La Démocratie Chrétienne (DC), Parti Cher à Eugène Diomi Ndongala a adressé, tout dernièrement, un Mémo aux Envoyés spéciaux dans les Grands Lacs, dans lequel il réclame la libération de son leader emprisonné au CPRK, ex prison de Makala,

pour une affaire de ‘‘viol de mineures’’. La DC en a profité pour parler de la nécessité d’organiser, en priorité, des élections provinciales, législatives et présidentielle couplées.

Après la publication  par la Commission  Electorale Nationale Indépendante du calendrier des élections municipales, urbaines et locales, plusieurs partis politiques ont saisi  cette occasion pour exprimer leur point de vue.

C’est le cas de la Démocratie Chrétienne, Parti cher à l’Opposant  Eugène Diomi Ndongala qui, depuis quelques temps, se trouve à la prison de Makala.

En effet, la Démocratie Chrétienne, par l’entremise de son Porte-parole et Secrétariat Général, Pierrot Mampulu Kayenga, a écrit un mémorandum aux envoyés spéciaux des Nations Unies, de l’Union Européenne et des Etats-Unis d’Amérique dans la région des grands lacs.

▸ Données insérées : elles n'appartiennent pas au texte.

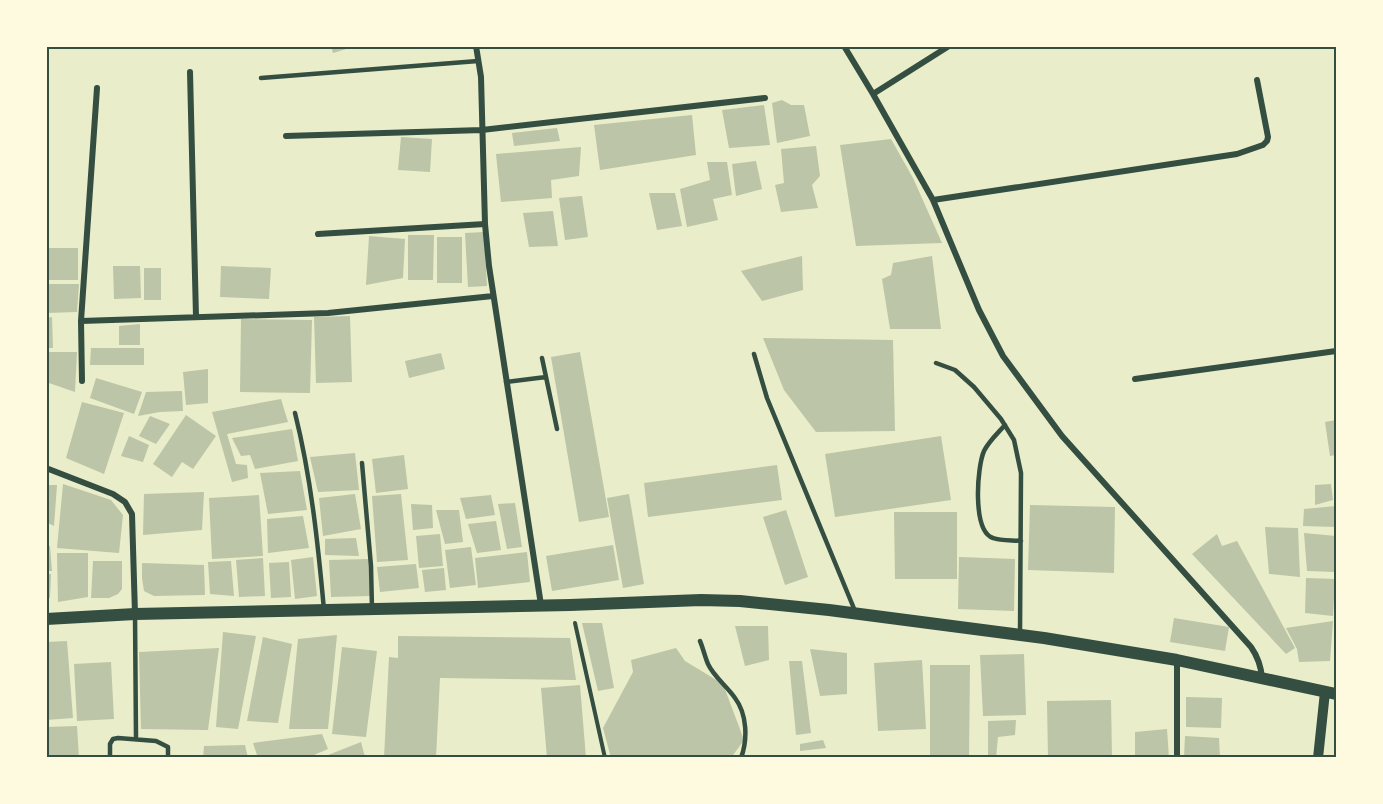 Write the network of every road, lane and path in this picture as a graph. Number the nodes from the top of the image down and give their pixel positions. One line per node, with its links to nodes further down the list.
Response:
1 (476, 46): 4 (street)
2 (844, 46): 9 (street)
3 (949, 46): 9 (street)
4 (478, 61): 6 (lane); 11 (street)
5 (190, 72): 17 (street)
6 (261, 78)
7 (1257, 80): 13 (street)
8 (97, 88): 18 (street)
9 (873, 94): 13 (street)
10 (765, 98): 11 (street)
11 (482, 130): 12 (street); 14 (street)
12 (286, 136)
13 (933, 200): 43 (street)
14 (485, 224): 15 (street); 16 (street)
15 (318, 234)
16 (493, 296): 17 (street); 26 (street)
17 (195, 317): 18 (street)
18 (81, 321): 25 (street)
19 (1336, 351): 24 (street)
20 (754, 354): 38 (lane)
21 (543, 358): 23 (lane)
22 (936, 363): 28 (lane)
23 (546, 377): 26 (lane); 29 (lane)
24 (1135, 379)
25 (82, 381)
26 (506, 382): 33 (street)
27 (295, 413): 36 (lane)
28 (1005, 425): 32 (lane); 32 (lane)
29 (557, 429)
30 (362, 463): 35 (lane)
31 (46, 468): 37 (street)
32 (1021, 541): 40 (lane)
33 (541, 605): 34 (main road); 35 (main road)
34 (570, 605): 38 (main road); 48 (path)
35 (372, 609): 36 (main road)
36 (324, 610): 37 (main road)
37 (135, 614): 39 (main road); 45 (lane)
38 (856, 614): 40 (main road)
39 (46, 620)
40 (1020, 635): 42 (main road)
41 (700, 641): 49 (lane)
42 (1177, 660): 43 (main road); 50 (street)
43 (1262, 678): 44 (main road)
44 (1331, 693): 51 (street)
45 (136, 739): 46 (lane); 47 (lane)
46 (110, 758)
47 (168, 758)
48 (605, 758)
49 (741, 758)
50 (1177, 758)
51 (1318, 758) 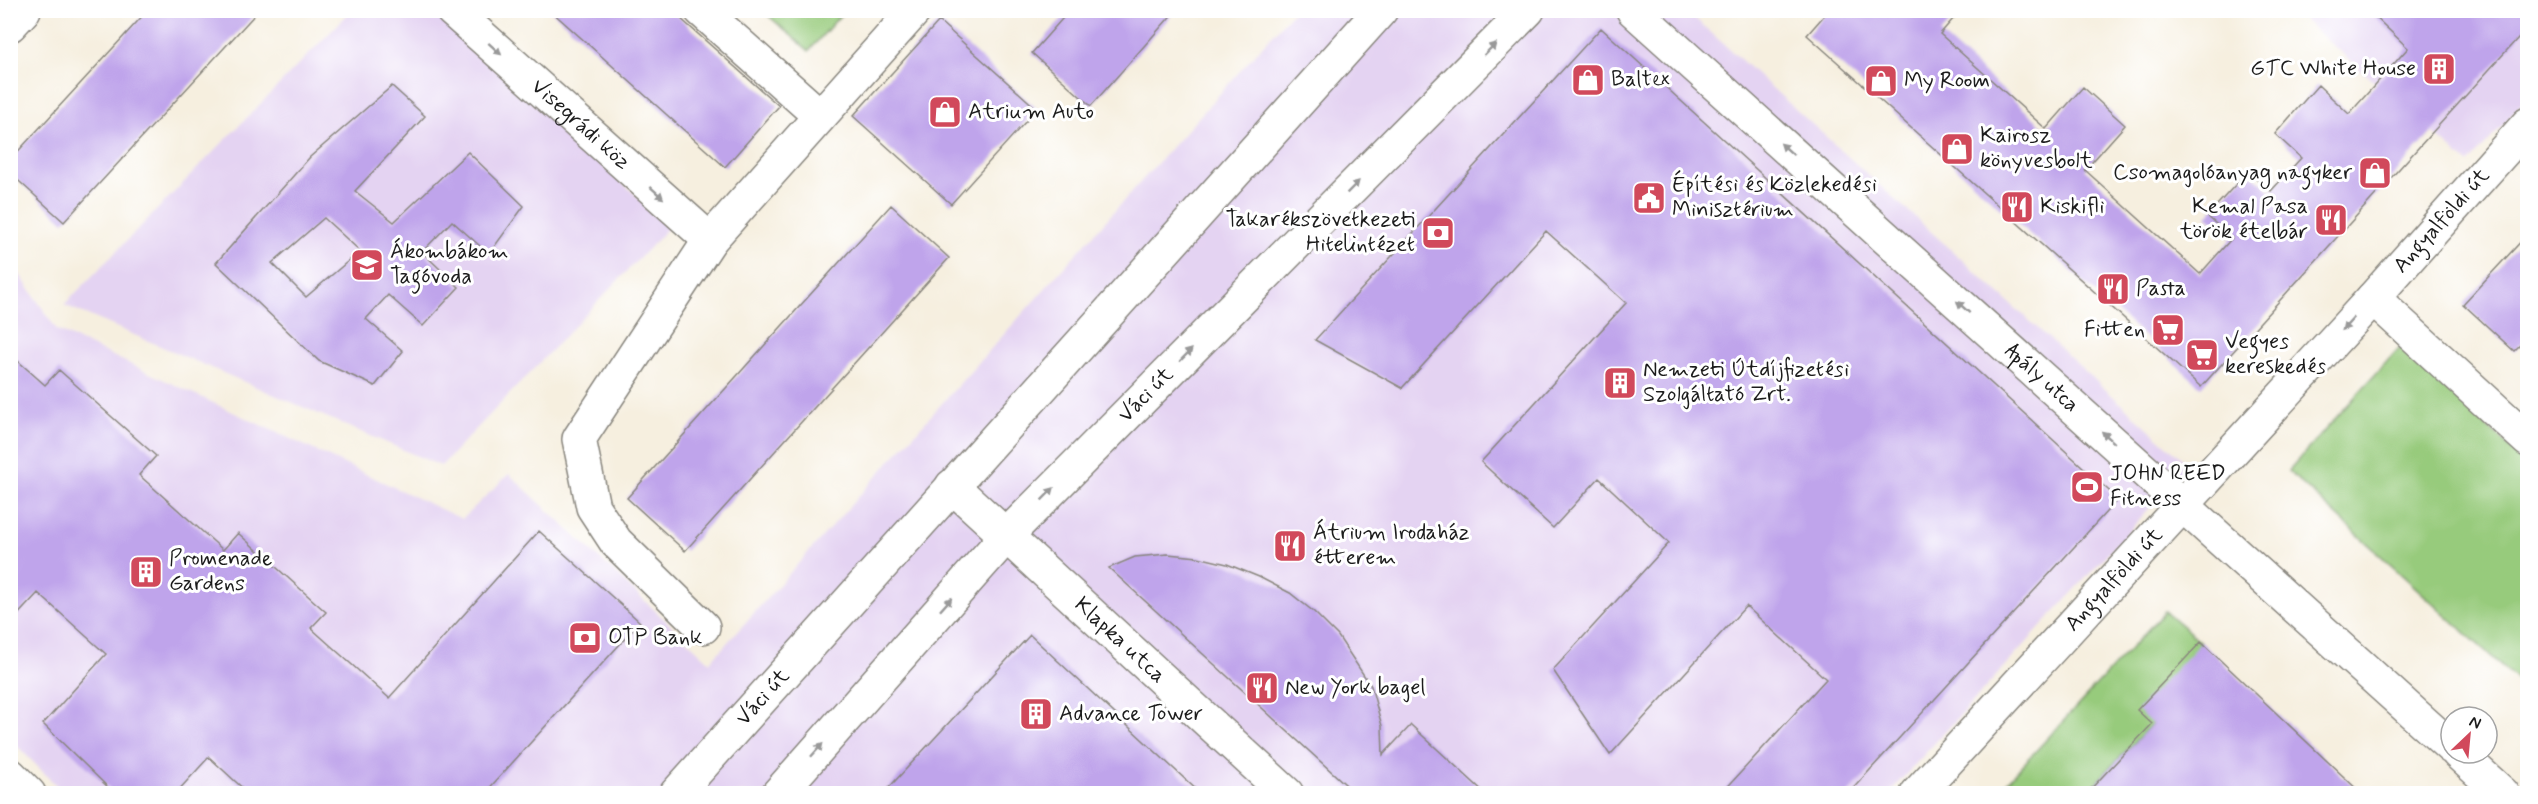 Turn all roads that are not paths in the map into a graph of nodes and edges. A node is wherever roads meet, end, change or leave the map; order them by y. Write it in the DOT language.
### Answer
graph roads {
  1 [pos="24,10"];
  2 [pos="452,10"];
  3 [pos="701,10"];
  4 [pos="915,10"];
  5 [pos="1381,10"];
  6 [pos="1528,10"];
  7 [pos="1633,10"];
  8 [pos="10,25"];
  9 [pos="820,116"];
  10 [pos="2528,124"];
  11 [pos="710,240"];
  12 [pos="2373,298"];
  13 [pos="2528,440"];
  14 [pos="952,486"];
  15 [pos="2183,504"];
  16 [pos="1007,535"];
  17 [pos="703,627"];
  18 [pos="2439,736"];
  19 [pos="2471,765"];
  20 [pos="10,775"];
  21 [pos="29,794"];
  22 [pos="676,794"];
  23 [pos="778,794"];
  24 [pos="1287,794"];
  25 [pos="1917,794"];
  26 [pos="2503,794"];
  1 -- 8 [label="street"];
  2 -- 11 [label="street, Visegrádi köz, one-way"];
  3 -- 9 [label="street"];
  4 -- 9 [label="street"];
  5 -- 14 [label="street, Váci út"];
  16 -- 6 [label="street, Váci út, one-way"];
  15 -- 7 [label="street, Apály utca, one-way"];
  9 -- 11 [label="street"];
  10 -- 12 [label="street, Angyalföldi út"];
  11 -- 17 [label="street"];
  12 -- 13 [label="street"];
  12 -- 15 [label="street, Angyalföldi út, one-way"];
  14 -- 16 [label="street, Klapka utca"];
  14 -- 22 [label="street, Váci út"];
  15 -- 18 [label="street, Apály utca"];
  15 -- 25 [label="street, Angyalföldi út"];
  23 -- 16 [label="street, Váci út, one-way"];
  16 -- 24 [label="street, Klapka utca"];
  19 -- 26 [label="street"];
  20 -- 21 [label="street"];
}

Ce mémo a été rendu public, le 03 juin 2014, lors d’une déclaration politique.    

Repartis en trois thèmes, la DC a présenté, d’abord,  une vue générale de la situation politique en RDC, ensuite, le processus électoral 2013-2016 et, enfin, il a plaidé pour la libération du Président Eugène Diomi Ndongala incarcéré à Makala.

Parlant du processus électoral 2013-2016, la Démocratie Chrétienne indique dans son mémo qu’il est difficile, non seulement, d’organiser les élections locales régulières d’ici 2015 et, aussi, celles de 2016 à cause de l’inexistence effective, sur le plan légal, des entités administratives qui, d’ailleurs, ne sont pas encore en place. Il s’appuie sur la décentralisation administrative qui ne pas, jusqu’ici, concrétisé comme prévu par la Constitution actuellement en vigueur.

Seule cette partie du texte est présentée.